Design a secure trading app on AWS
Company: Robinhood
Role: Software Engineer
Category: System Design
Difficulty: medium
Interview Round: Technical Screen
## Scenario
Design a **secure, Robinhood-like mobile/web application on AWS**, with a deep dive into:
1. **User profile management** (account creation, authentication, PII storage, profile updates)
2. **Stock query** (searching symbols and retrieving near-real-time quotes)
Assume this is a regulated financial product (PII, auditability, strong security). You may treat **order placement/execution** as out of scope unless needed for completeness.

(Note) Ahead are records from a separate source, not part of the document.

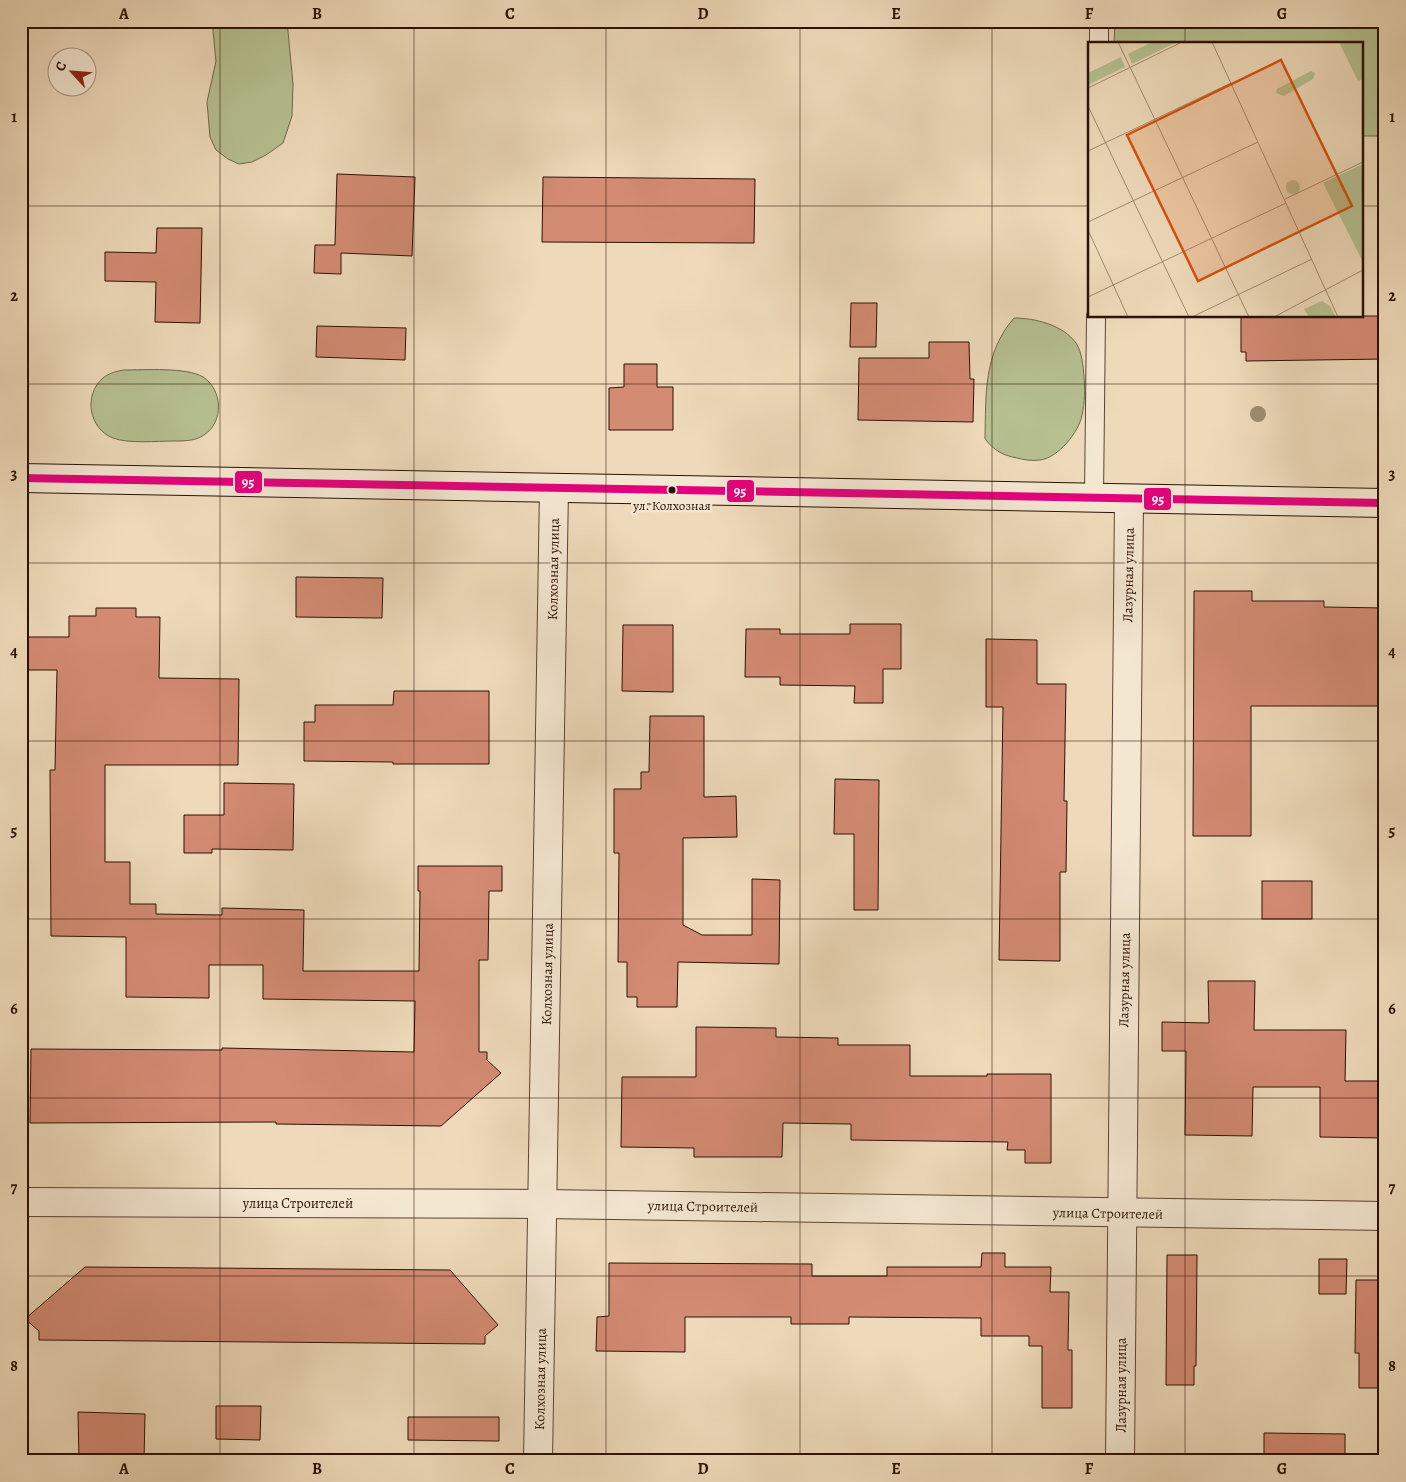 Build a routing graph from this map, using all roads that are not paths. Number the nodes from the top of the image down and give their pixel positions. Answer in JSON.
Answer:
{"nodes":[{"id":1,"x":1099,"y":21,"type":"edge"},
{"id":2,"x":1099,"y":42,"type":"edge"},
{"id":3,"x":1096,"y":318,"type":"edge"},
{"id":4,"x":21,"y":478,"type":"edge"},
{"id":5,"x":554,"y":488,"type":"junction"},
{"id":6,"x":1094,"y":498,"type":"junction"},
{"id":7,"x":1129,"y":499,"type":"junction"},
{"id":8,"x":1385,"y":504,"type":"edge"},
{"id":9,"x":21,"y":1202,"type":"edge"},
{"id":10,"x":544,"y":1204,"type":"junction"},
{"id":11,"x":1122,"y":1213,"type":"junction"},
{"id":12,"x":1385,"y":1216,"type":"edge"},
{"id":13,"x":538,"y":1461,"type":"edge"},
{"id":14,"x":1120,"y":1461,"type":"edge"}],
"edges":[{"from":1,"to":2,"type":"lane"},
{"from":3,"to":6,"type":"lane"},
{"from":4,"to":5,"type":"street"},
{"from":5,"to":6,"type":"street"},
{"from":5,"to":10,"type":"street","name":"Колхозная улица"},
{"from":6,"to":7,"type":"street"},
{"from":7,"to":8,"type":"street"},
{"from":7,"to":11,"type":"street","name":"Лазурная улица"},
{"from":9,"to":10,"type":"street","name":"улица Строителей"},
{"from":10,"to":11,"type":"street","name":"улица Строителей"},
{"from":10,"to":13,"type":"street","name":"Колхозная улица"},
{"from":11,"to":12,"type":"street","name":"улица Строителей"},
{"from":11,"to":14,"type":"street","name":"Лазурная улица"}]}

## Functional requirements
### User profile management
- Sign up / sign in / sign out
- MFA support
- Store and manage user profile data (name, email/phone, address, KYC status, preferences)

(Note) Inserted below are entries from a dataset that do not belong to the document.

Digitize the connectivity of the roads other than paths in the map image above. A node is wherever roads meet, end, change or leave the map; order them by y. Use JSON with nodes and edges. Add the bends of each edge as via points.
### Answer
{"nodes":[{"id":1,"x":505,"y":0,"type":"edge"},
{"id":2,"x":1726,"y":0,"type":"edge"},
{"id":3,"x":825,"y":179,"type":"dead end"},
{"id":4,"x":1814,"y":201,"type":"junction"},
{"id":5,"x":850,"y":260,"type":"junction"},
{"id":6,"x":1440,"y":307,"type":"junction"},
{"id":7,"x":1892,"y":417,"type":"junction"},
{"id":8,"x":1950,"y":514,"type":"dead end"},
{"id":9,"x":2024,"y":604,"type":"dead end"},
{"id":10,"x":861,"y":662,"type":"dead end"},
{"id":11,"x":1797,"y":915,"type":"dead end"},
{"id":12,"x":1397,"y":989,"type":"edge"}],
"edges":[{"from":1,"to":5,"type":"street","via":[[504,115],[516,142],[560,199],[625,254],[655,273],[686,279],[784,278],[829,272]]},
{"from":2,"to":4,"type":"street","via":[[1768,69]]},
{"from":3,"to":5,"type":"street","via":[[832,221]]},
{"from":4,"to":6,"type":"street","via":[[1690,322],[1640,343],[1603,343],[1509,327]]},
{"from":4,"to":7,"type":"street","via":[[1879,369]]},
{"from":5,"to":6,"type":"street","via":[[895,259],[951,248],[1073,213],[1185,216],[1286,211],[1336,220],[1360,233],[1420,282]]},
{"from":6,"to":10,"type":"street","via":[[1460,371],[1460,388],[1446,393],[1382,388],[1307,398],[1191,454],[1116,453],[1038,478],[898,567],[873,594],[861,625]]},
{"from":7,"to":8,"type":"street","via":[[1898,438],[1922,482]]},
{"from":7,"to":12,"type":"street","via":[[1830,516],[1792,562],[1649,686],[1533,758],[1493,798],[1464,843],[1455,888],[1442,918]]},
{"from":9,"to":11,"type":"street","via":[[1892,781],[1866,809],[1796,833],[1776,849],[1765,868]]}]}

- Allow profile updates (with appropriate authorization and audit trail)
- Account recovery (password reset)
### Stock query
- Search stocks by ticker/company name (prefix search)
- Fetch a quote for a symbol (price, bid/ask, timestamp)
- Handle high read QPS with low latency
## Non-functional requirements
- Strong security: encryption, least privilege, secrets management, WAF/rate limiting
- Compliance/audit: immutable logs of profile changes and access
- High availability and scalability
- Reasonable freshness for quotes (e.g., seconds), with graceful degradation
## Deliverables
- High-level architecture on AWS
- Key data models/stores
- API surface (example endpoints)
- Security model and threat mitigations
- Scalability and reliability approach (caching, multi-AZ/region, DR)
Quick Answer: This System Design question evaluates secure cloud-based architecture on AWS, covering competencies in authentication and authorization, PII handling and auditability, API and data model design, and scalable low-latency market-data retrieval.